▸ **Task objective**:
Your answer is one number: the count of lines below that hold the word "الملك".

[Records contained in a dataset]
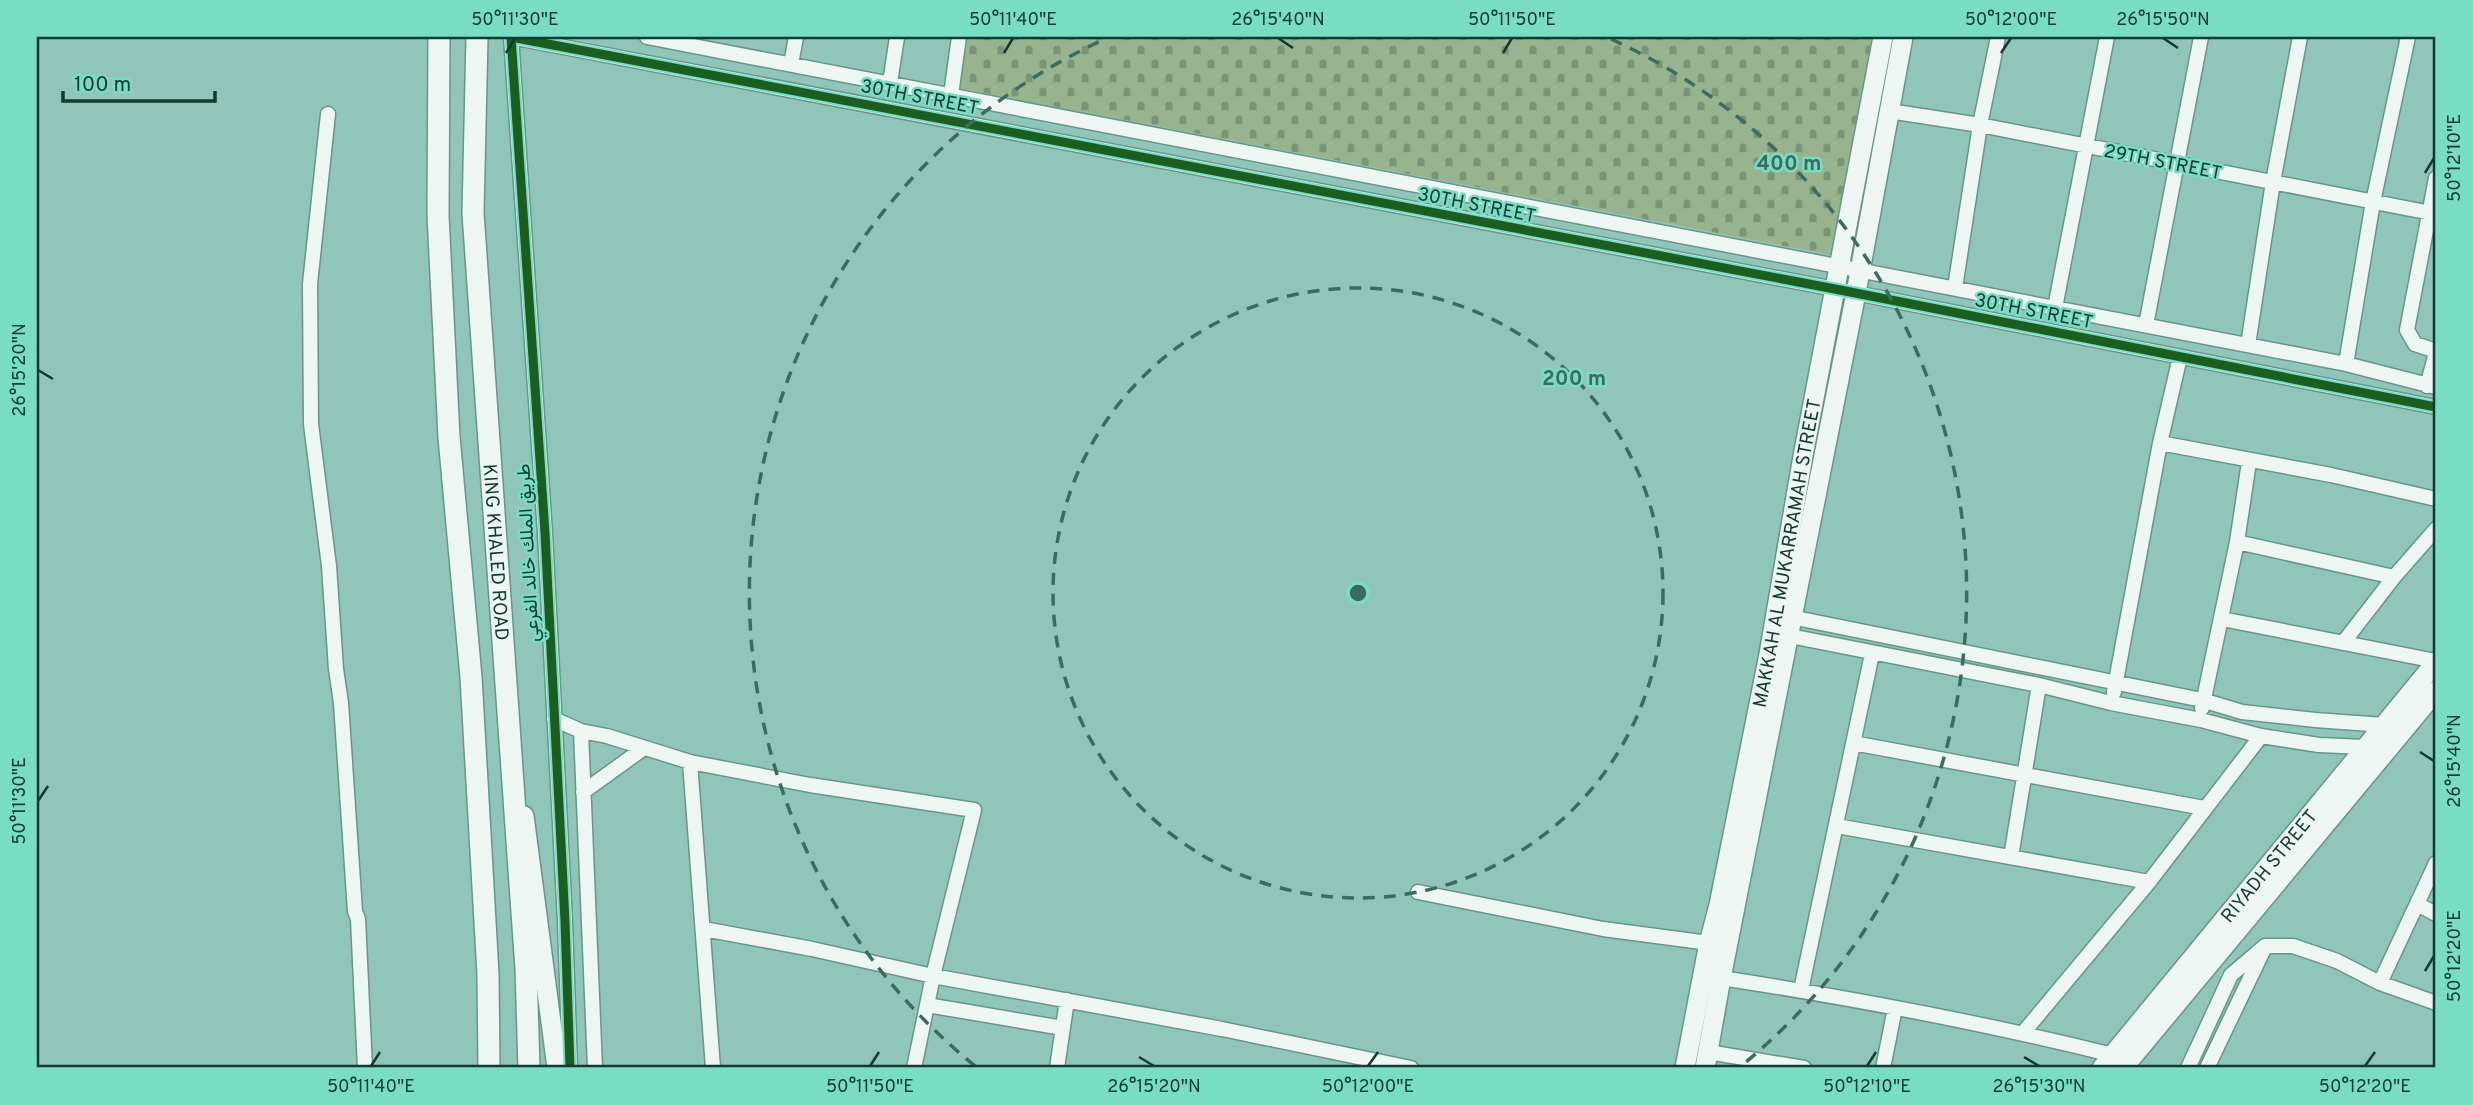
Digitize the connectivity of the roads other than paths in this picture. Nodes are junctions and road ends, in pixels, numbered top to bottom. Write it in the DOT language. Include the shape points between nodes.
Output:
graph roads {
  1 [pos="439,37"];
  2 [pos="477,37"];
  3 [pos="511,37"];
  4 [pos="647,37"];
  5 [pos="796,37"];
  6 [pos="897,37"];
  7 [pos="960,37"];
  8 [pos="1883,37"];
  9 [pos="1903,37"];
  10 [pos="1998,37"];
  11 [pos="2107,37"];
  12 [pos="2201,37"];
  13 [pos="2300,37"];
  14 [pos="2408,37"];
  15 [pos="695,42"];
  16 [pos="791,64"];
  17 [pos="890,83"];
  18 [pos="951,95"];
  19 [pos="1889,111"];
  20 [pos="328,114"];
  21 [pos="1980,125"];
  22 [pos="2088,146"];
  23 [pos="2177,163"];
  24 [pos="2436,178"];
  25 [pos="2273,182"];
  26 [pos="2373,202"];
  27 [pos="2432,213"];
  28 [pos="1839,267"];
  29 [pos="1860,271"];
  30 [pos="1955,288"];
  31 [pos="1835,289"];
  32 [pos="1856,293"];
  33 [pos="2055,307"];
  34 [pos="2146,325"];
  35 [pos="2248,345"];
  36 [pos="2436,352"];
  37 [pos="2180,357"];
  38 [pos="2346,364"];
  39 [pos="2432,387"];
  40 [pos="2436,407"];
  41 [pos="2160,443"];
  42 [pos="2249,462"];
  43 [pos="2436,499"];
  44 [pos="2436,529"];
  45 [pos="2237,542"];
  46 [pos="2394,577"];
  47 [pos="2222,619"];
  48 [pos="1784,628"];
  49 [pos="2343,643"];
  50 [pos="1872,654"];
  51 [pos="2436,661"];
  52 [pos="2116,684"];
  53 [pos="2039,685"];
  54 [pos="505,686"];
  55 [pos="2436,691"];
  56 [pos="2202,700"];
  57 [pos="2111,703"];
  58 [pos="554,719"];
  59 [pos="2201,720"];
  60 [pos="2384,725"];
  61 [pos="581,731"];
  62 [pos="2261,736"];
  63 [pos="1853,743"];
  64 [pos="2366,747"];
  65 [pos="644,748"];
  66 [pos="690,762"];
  67 [pos="2023,776"];
  68 [pos="583,792"];
  69 [pos="2204,808"];
  70 [pos="1837,826"];
  71 [pos="2011,857"];
  72 [pos="2436,863"];
  73 [pos="2149,882"];
  74 [pos="1418,892"];
  75 [pos="2417,904"];
  76 [pos="2436,914"];
  77 [pos="704,929"];
  78 [pos="1709,943"];
  79 [pos="2264,946"];
  80 [pos="933,976"];
  81 [pos="1721,978"];
  82 [pos="2380,983"];
  83 [pos="1801,990"];
  84 [pos="1067,1000"];
  85 [pos="2436,1003"];
  86 [pos="927,1005"];
  87 [pos="1895,1008"];
  88 [pos="2157,1015"];
  89 [pos="1063,1028"];
  90 [pos="2023,1033"];
  91 [pos="1706,1060"];
  92 [pos="2113,1064"];
  93 [pos="365,1068"];
  94 [pos="489,1068"];
  95 [pos="529,1068"];
  96 [pos="557,1068"];
  97 [pos="570,1068"];
  98 [pos="595,1068"];
  99 [pos="713,1068"];
  100 [pos="914,1068"];
  101 [pos="1057,1068"];
  102 [pos="1411,1068"];
  103 [pos="1685,1068"];
  104 [pos="1799,1068"];
  105 [pos="1883,1068"];
  106 [pos="2188,1068"];
  107 [pos="2207,1068"];
  1 -- 94 [label="highway, KING KHALED ROAD" via="438,215 449,437 471,677"];
  2 -- 54 [label="highway, KING KHALED ROAD" via="473,213"];
  3 -- 31 [label="street, 30TH STREET"];
  3 -- 58 [label="street, طريق الملك خالد الفرعي"];
  4 -- 15 [label="street, 30TH STREET"];
  5 -- 16 [label="street"];
  6 -- 17 [label="street"];
  7 -- 18 [label="street"];
  8 -- 28 [label="main road, MAKKAH AL MUKARRAMAH STREET"];
  9 -- 19 [label="main road, MAKKAH AL MUKARRAMAH STREET"];
  10 -- 21 [label="street"];
  11 -- 22 [label="street"];
  12 -- 23 [label="street"];
  13 -- 25 [label="street"];
  14 -- 26 [label="street"];
  15 -- 16 [label="street, 30TH STREET"];
  16 -- 17 [label="street, 30TH STREET"];
  17 -- 18 [label="street, 30TH STREET"];
  18 -- 28 [label="street, 30TH STREET"];
  19 -- 21 [label="street, 29TH STREET"];
  19 -- 29 [label="main road, MAKKAH AL MUKARRAMAH STREET"];
  20 -- 93 [label="street" via="310,284 311,424 341,703"];
  21 -- 22 [label="street, 29TH STREET"];
  21 -- 30 [label="street"];
  22 -- 23 [label="street, 29TH STREET"];
  22 -- 33 [label="street"];
  23 -- 25 [label="street, 29TH STREET"];
  23 -- 34 [label="street"];
  24 -- 27 [label="street"];
  25 -- 26 [label="street, 29TH STREET"];
  25 -- 35 [label="street"];
  26 -- 27 [label="street, 29TH STREET"];
  26 -- 38 [label="street"];
  27 -- 36 [label="street" via="2407,330 2415,344"];
  28 -- 29 [label="street, 30TH STREET"];
  28 -- 31 [label="main road, MAKKAH AL MUKARRAMAH STREET"];
  29 -- 30 [label="street, 30TH STREET"];
  29 -- 32 [label="main road, MAKKAH AL MUKARRAMAH STREET"];
  30 -- 33 [label="street, 30TH STREET"];
  31 -- 32 [label="street, 30TH STREET"];
  31 -- 48 [label="main road, MAKKAH AL MUKARRAMAH STREET"];
  32 -- 37 [label="street, 30TH STREET"];
  32 -- 48 [label="main road, MAKKAH AL MUKARRAMAH STREET"];
  33 -- 34 [label="street, 30TH STREET"];
  34 -- 35 [label="street, 30TH STREET"];
  35 -- 38 [label="street, 30TH STREET"];
  36 -- 39 [label="street"];
  37 -- 40 [label="street, 30TH STREET"];
  37 -- 41 [label="street"];
  38 -- 39 [label="street, 30TH STREET"];
  41 -- 42 [label="street"];
  41 -- 52 [label="street"];
  42 -- 43 [label="street"];
  42 -- 45 [label="street"];
  44 -- 46 [label="street"];
  45 -- 46 [label="street"];
  45 -- 47 [label="street"];
  46 -- 49 [label="street"];
  47 -- 49 [label="street"];
  47 -- 56 [label="street"];
  48 -- 50 [label="street"];
  48 -- 52 [label="street"];
  48 -- 78 [label="main road, MAKKAH AL MUKARRAMAH STREET"];
  48 -- 81 [label="main road, MAKKAH AL MUKARRAMAH STREET"];
  49 -- 51 [label="street"];
  50 -- 53 [label="street"];
  50 -- 63 [label="street"];
  51 -- 60 [label="main road, RIYADH STREET"];
  52 -- 56 [label="street"];
  52 -- 57 [label="street"];
  53 -- 57 [label="street"];
  53 -- 67 [label="street"];
  54 -- 95 [label="highway, KING KHALED ROAD"];
  54 -- 96 [label="main road"];
  55 -- 88 [label="main road, RIYADH STREET"];
  56 -- 59 [label="street"];
  56 -- 60 [label="street" via="2242,712"];
  57 -- 59 [label="street"];
  58 -- 61 [label="street"];
  58 -- 97 [label="street, طريق الملك خالد الفرعي"];
  59 -- 62 [label="street"];
  60 -- 64 [label="main road, RIYADH STREET"];
  61 -- 65 [label="street"];
  61 -- 68 [label="street"];
  62 -- 64 [label="street"];
  62 -- 69 [label="street"];
  63 -- 67 [label="street"];
  63 -- 70 [label="street"];
  64 -- 88 [label="main road, RIYADH STREET"];
  65 -- 66 [label="street"];
  65 -- 68 [label="street"];
  66 -- 77 [label="street"];
  66 -- 80 [label="street" via="974,810"];
  67 -- 69 [label="street"];
  67 -- 71 [label="street"];
  68 -- 98 [label="street"];
  69 -- 73 [label="street"];
  70 -- 71 [label="street"];
  70 -- 83 [label="street"];
  71 -- 73 [label="street"];
  72 -- 75 [label="street"];
  73 -- 90 [label="street"];
  74 -- 78 [label="street" via="1603,929"];
  75 -- 76 [label="street"];
  75 -- 82 [label="street"];
  77 -- 80 [label="street"];
  77 -- 99 [label="street"];
  78 -- 103 [label="main road, MAKKAH AL MUKARRAMAH STREET"];
  79 -- 82 [label="street" via="2293,946"];
  79 -- 106 [label="street" via="2231,975"];
  79 -- 107 [label="street"];
  80 -- 84 [label="street"];
  80 -- 86 [label="street"];
  81 -- 83 [label="street"];
  81 -- 91 [label="main road, MAKKAH AL MUKARRAMAH STREET"];
  82 -- 85 [label="street"];
  83 -- 87 [label="street"];
  84 -- 89 [label="street"];
  84 -- 102 [label="street"];
  86 -- 89 [label="street"];
  86 -- 100 [label="street"];
  87 -- 90 [label="street"];
  87 -- 105 [label="street"];
  88 -- 92 [label="main road, RIYADH STREET"];
  89 -- 101 [label="street"];
  90 -- 92 [label="street"];
  91 -- 104 [label="street"];
}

▸ **Response to the exercise**:
2